Task item - Wherever "Народная" appears in the records below, copy the line that holds it.

------ Dataset records ------

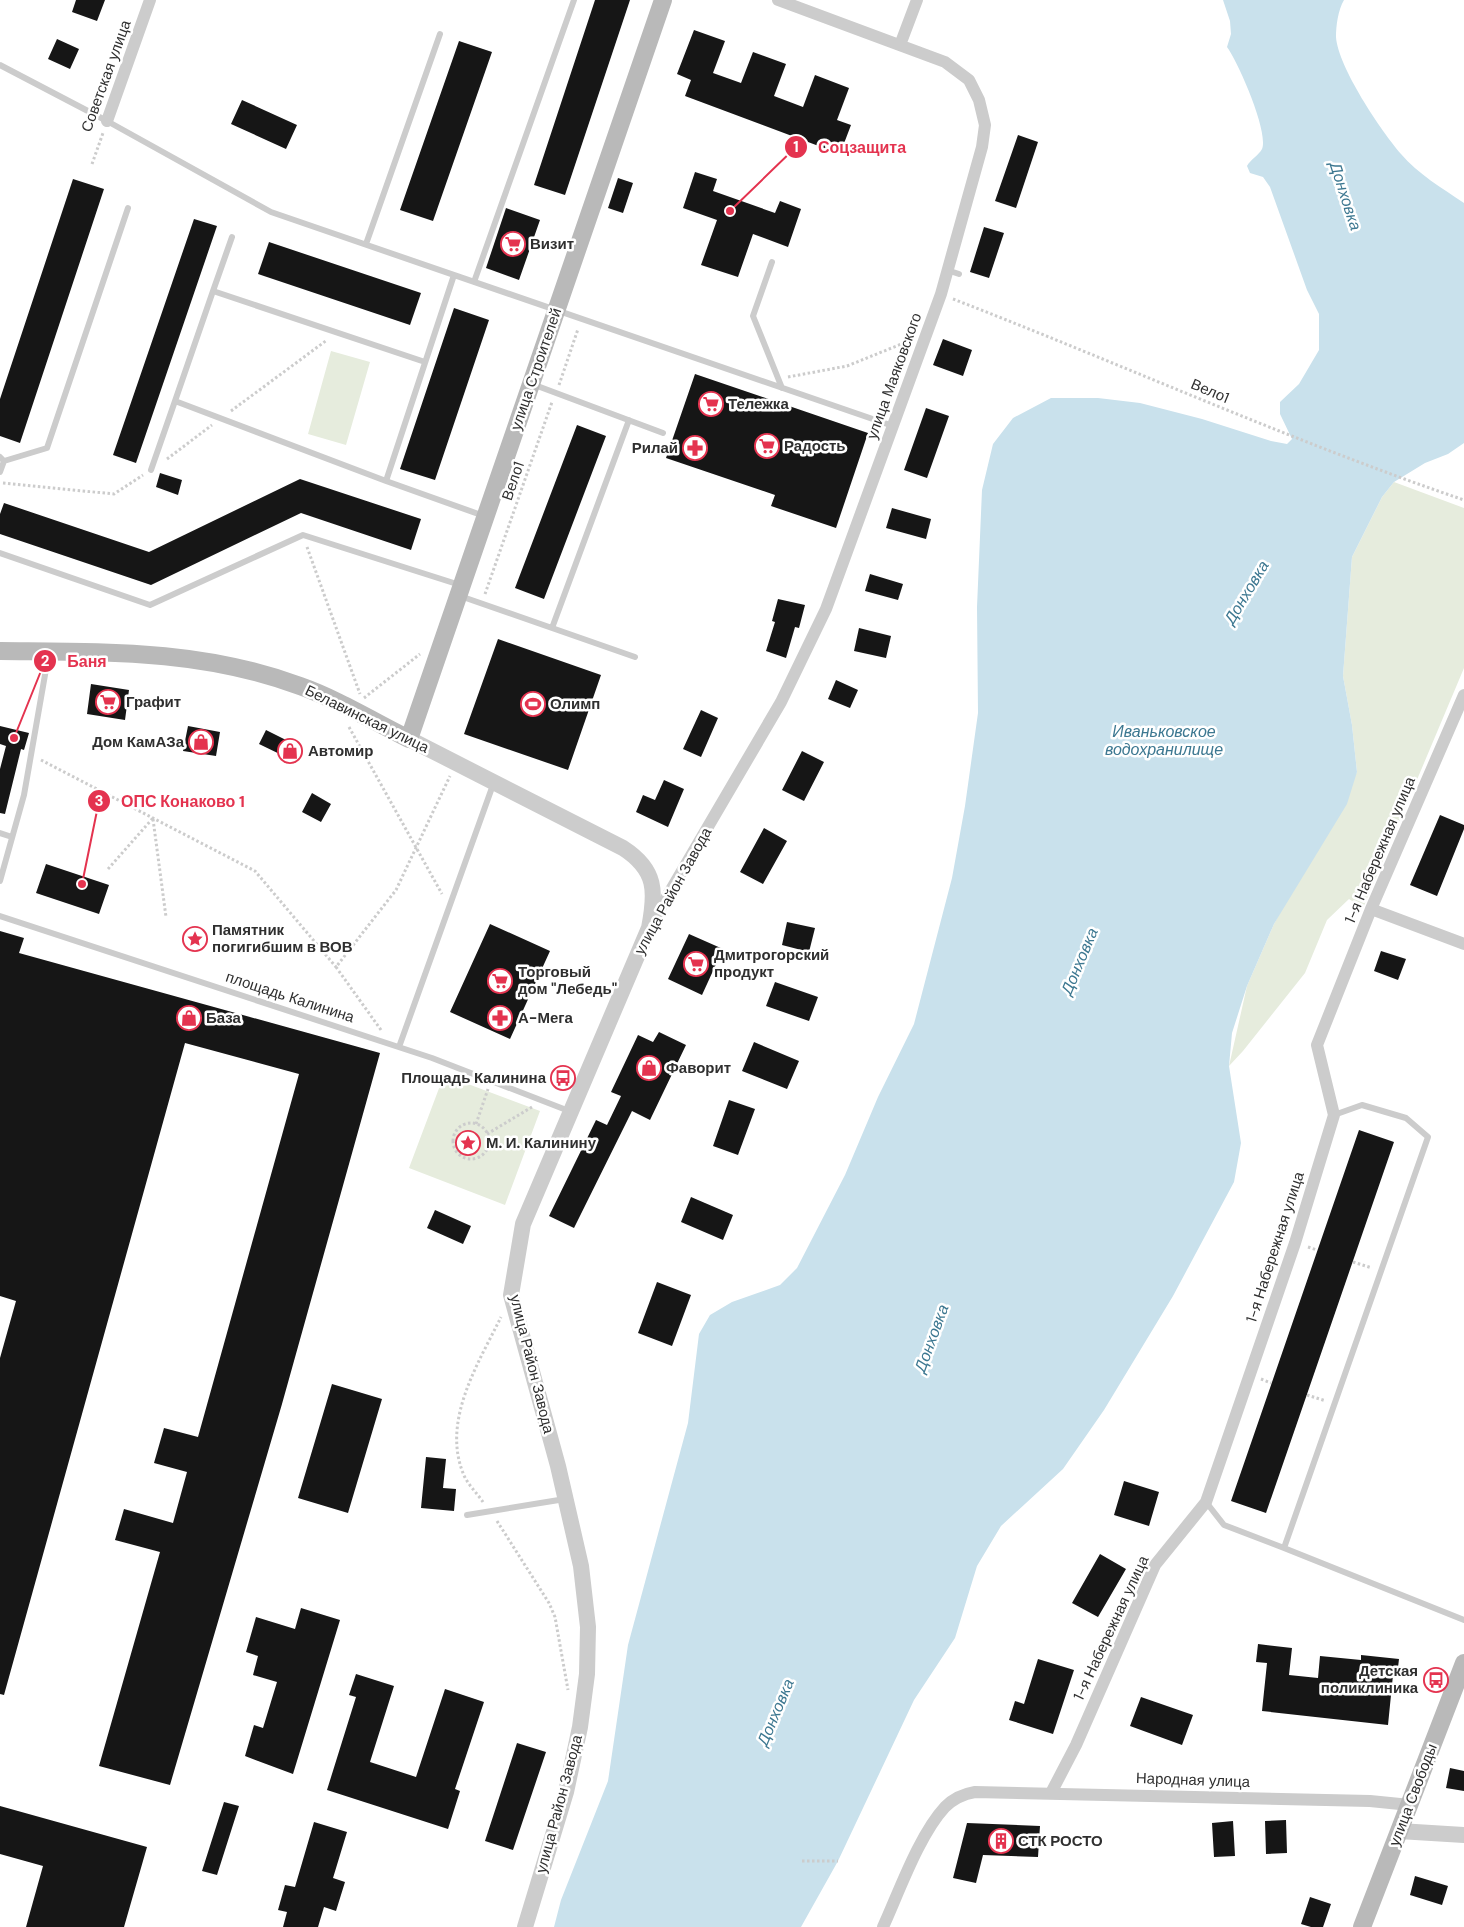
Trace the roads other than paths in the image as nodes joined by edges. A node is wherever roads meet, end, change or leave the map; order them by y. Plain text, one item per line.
1 (150, 0) edge
2 (574, 0) edge
3 (664, 0) edge
4 (778, 0) edge
5 (917, 0) edge
6 (440, 34) dead end
7 (900, 45) junction
8 (0, 64) edge
9 (107, 121) junction
10 (128, 208) dead end
11 (232, 237) dead end
12 (366, 244) junction
13 (772, 262) dead end
14 (454, 275) junction
15 (474, 282) junction
16 (213, 291) junction
17 (557, 310) junction
18 (425, 362) junction
19 (531, 384) junction
20 (782, 388) junction
21 (175, 401) junction
22 (629, 420) junction
23 (893, 426) junction
24 (662, 433) dead end
25 (2, 459) edge
26 (151, 470) road end
27 (0, 472) edge
28 (386, 481) junction
29 (485, 516) junction
30 (0, 553) edge
31 (460, 591) junction
32 (552, 628) junction
33 (0, 651) edge
34 (49, 651) junction
35 (635, 658) dead end
36 (1464, 695) edge
37 (781, 702) joint
38 (409, 739) junction
39 (494, 782) junction
40 (0, 833) edge
41 (12, 837) junction
42 (0, 881) edge
43 (1371, 909) junction
44 (0, 916) edge
45 (649, 928) junction
46 (1464, 944) edge
47 (399, 1047) junction
48 (569, 1111) junction
49 (1334, 1115) junction
50 (566, 1499) junction
51 (1206, 1502) junction
52 (467, 1515) dead end
53 (1284, 1548) junction
54 (1464, 1620) edge
55 (1464, 1663) edge
56 (1051, 1793) junction
57 (1410, 1805) junction
58 (1399, 1831) junction
59 (1464, 1835) edge
60 (525, 1927) edge
61 (883, 1927) edge
62 (1362, 1927) edge

1 - 9 street, Советская улица
2 - 15 lane
3 - 17 main road, улица Строителей
4 - 7 street, улица Маяковского
5 - 7 street
6 - 12 lane
7 - 23 street, улица Маяковского
8 - 9 lane
9 - 12 lane
10 - 25 lane
11 - 16 lane
12 - 14 lane
13 - 20 lane
14 - 15 lane
14 - 18 lane
15 - 17 lane
16 - 18 lane
16 - 21 lane
17 - 19 main road, улица Строителей
17 - 20 lane
18 - 28 lane
19 - 22 lane
19 - 29 main road, улица Строителей
20 - 23 lane
21 - 26 lane
21 - 28 lane
22 - 24 lane
22 - 32 lane
23 - 37 street, улица Маяковского
25 - 27 lane
28 - 29 lane
29 - 31 main road, улица Строителей
30 - 31 lane
31 - 32 lane
31 - 38 main road, улица Строителей
32 - 35 lane
33 - 34 main road, Белавинская улица
34 - 38 main road, Белавинская улица
34 - 41 lane
36 - 43 street, 1-я Набережная улица
37 - 45 street, улица Район Завода
38 - 39 street, Белавинская улица
39 - 45 street, Белавинская улица
39 - 47 lane
40 - 41 lane
41 - 42 lane
43 - 46 street
43 - 49 street, 1-я Набережная улица
44 - 47 lane, площадь Калинина
45 - 48 street, улица Район Завода
47 - 48 lane, площадь Калинина
48 - 50 street, улица Район Завода
49 - 51 street, 1-я Набережная улица
49 - 53 lane
50 - 52 lane
50 - 60 street, улица Район Завода
51 - 53 lane
51 - 56 street, 1-я Набережная улица
53 - 54 lane
55 - 57 main road, улица Свободы
56 - 57 street, Народная улица
56 - 61 street, Народная улица
57 - 58 main road, улица Свободы
58 - 59 street
58 - 62 main road, улица Свободы

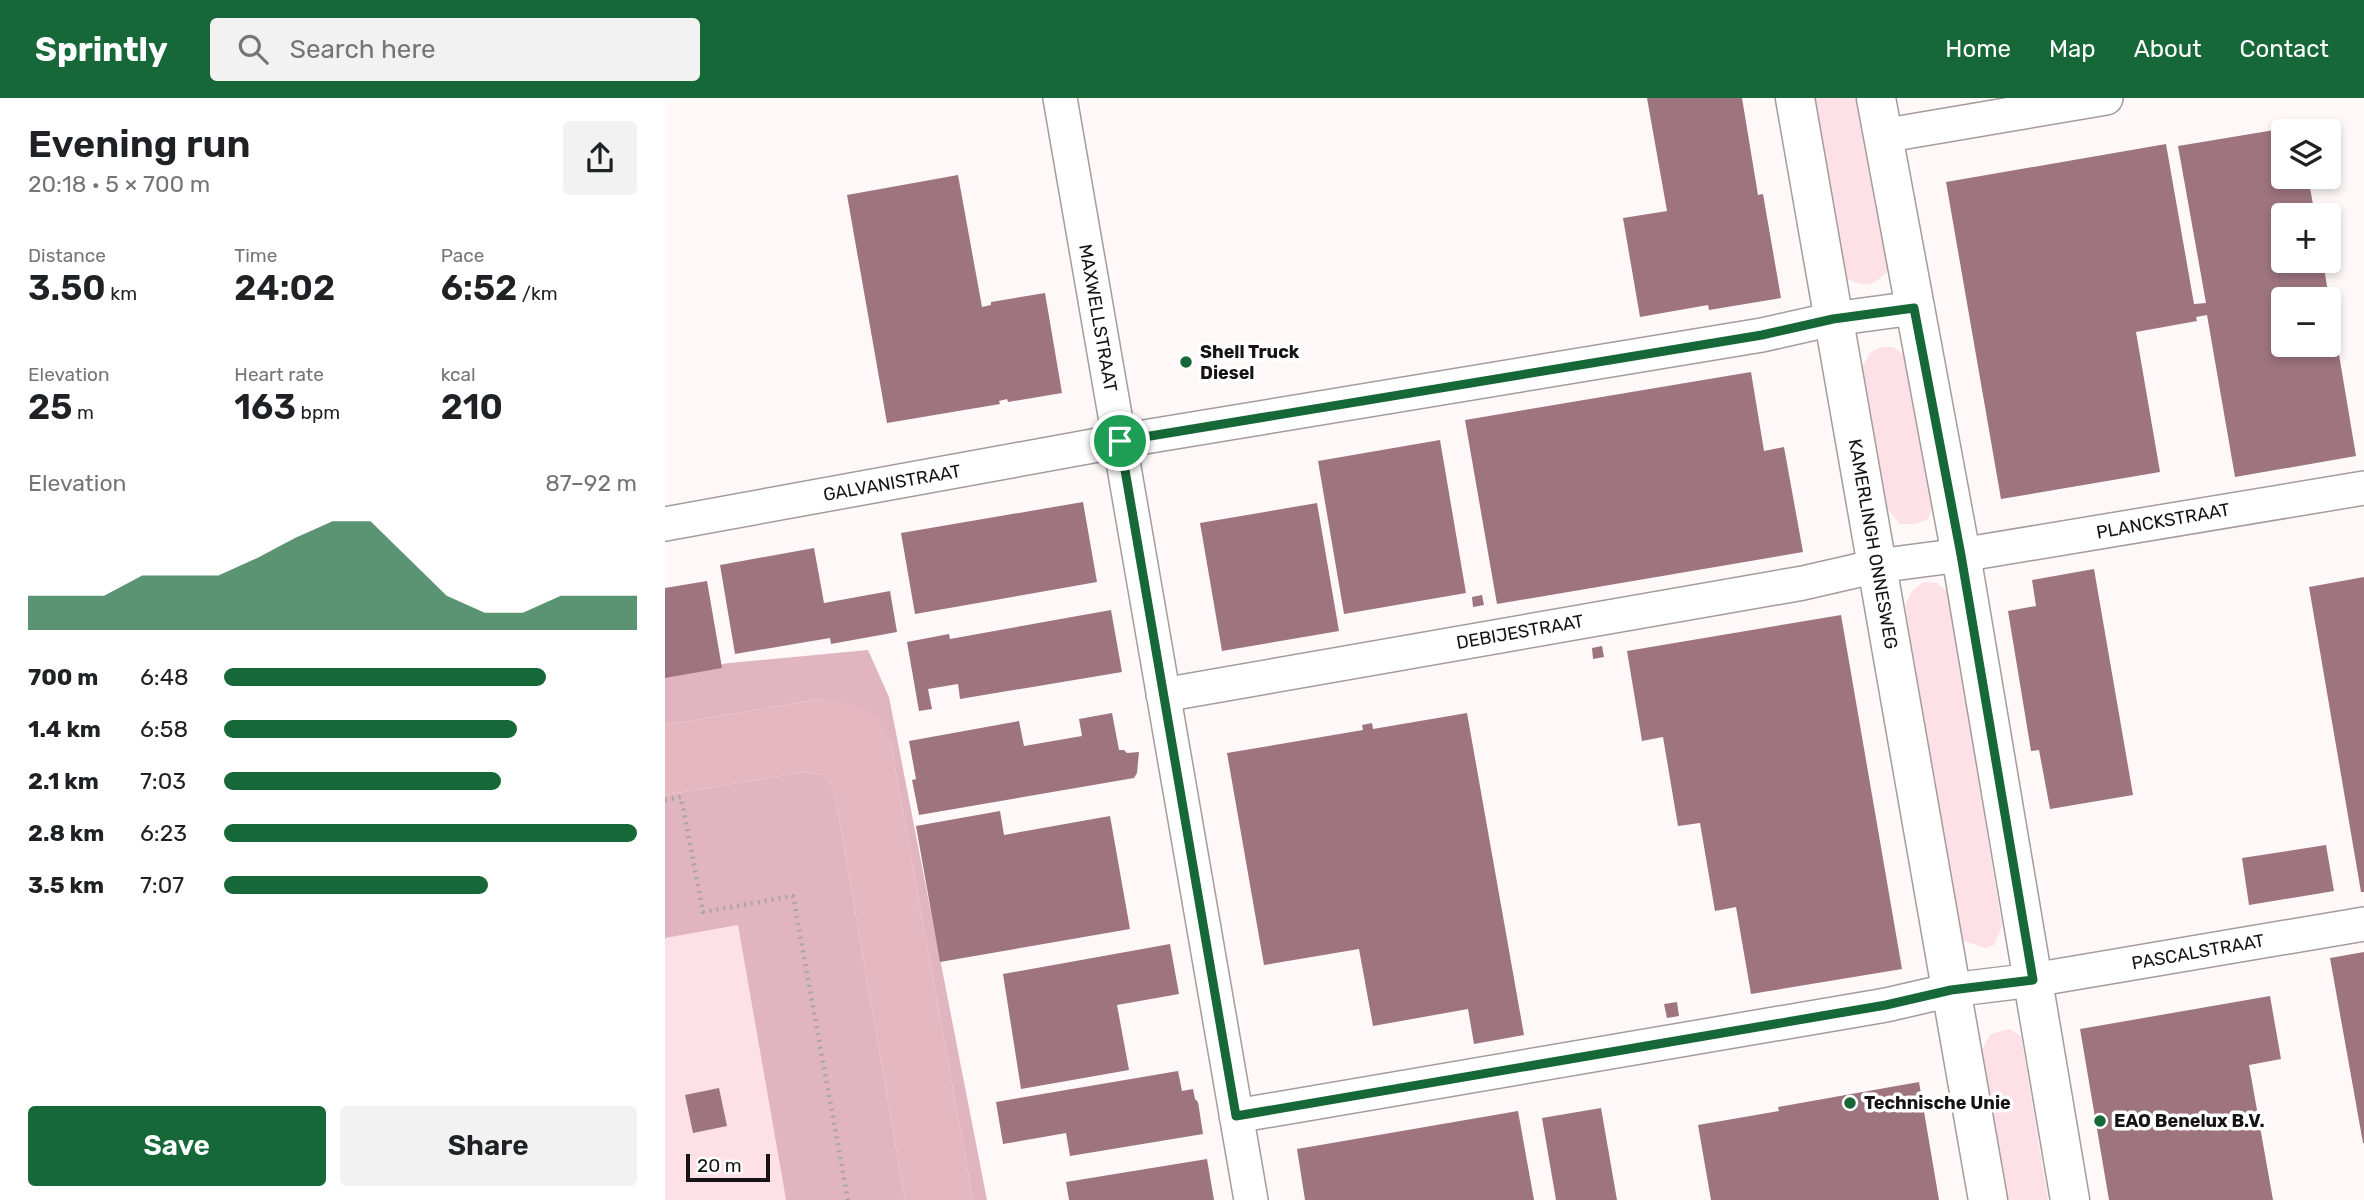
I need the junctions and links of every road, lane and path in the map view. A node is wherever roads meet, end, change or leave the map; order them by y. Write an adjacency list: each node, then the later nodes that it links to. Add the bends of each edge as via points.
1 (1060, 98): 8 (street, MAXWELLSTRAAT)
2 (1795, 98): 7 (street, KAMERLINGH ONNESWEG)
3 (1875, 98): 5 (street)
4 (2106, 98): 5 (street)
5 (1882, 136): 6 (street)
6 (1914, 308): 7 (street, GALVANISTRAAT); 11 (street)
7 (1833, 319): 8 (street, GALVANISTRAAT, via 1762,335); 12 (street, KAMERLINGH ONNESWEG)
8 (1120, 441): 10 (street, GALVANISTRAAT); 13 (street, MAXWELLSTRAAT)
9 (2364, 488): 11 (street, PLANCKSTRAAT)
10 (665, 524)
11 (1961, 555): 12 (street, PLANCKSTRAAT); 16 (street)
12 (1877, 566): 13 (street, DEBIJESTRAAT, via 1803,583); 17 (street, KAMERLINGH ONNESWEG)
13 (1163, 695): 18 (street, MAXWELLSTRAAT)
14 (665, 800): 19 (path, via 681,797 703,912 793,896)
15 (2364, 924): 16 (street, PASCALSTRAAT)
16 (2033, 980): 17 (street); 22 (street)
17 (1951, 990): 18 (street); 21 (street, KAMERLINGH ONNESWEG)
18 (1236, 1116): 20 (street, MAXWELLSTRAAT)
19 (848, 1200)
20 (1251, 1200)
21 (1987, 1200)
22 (2070, 1200)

------

Response to the exercise -
56 - 57 street, Народная улица
56 - 61 street, Народная улица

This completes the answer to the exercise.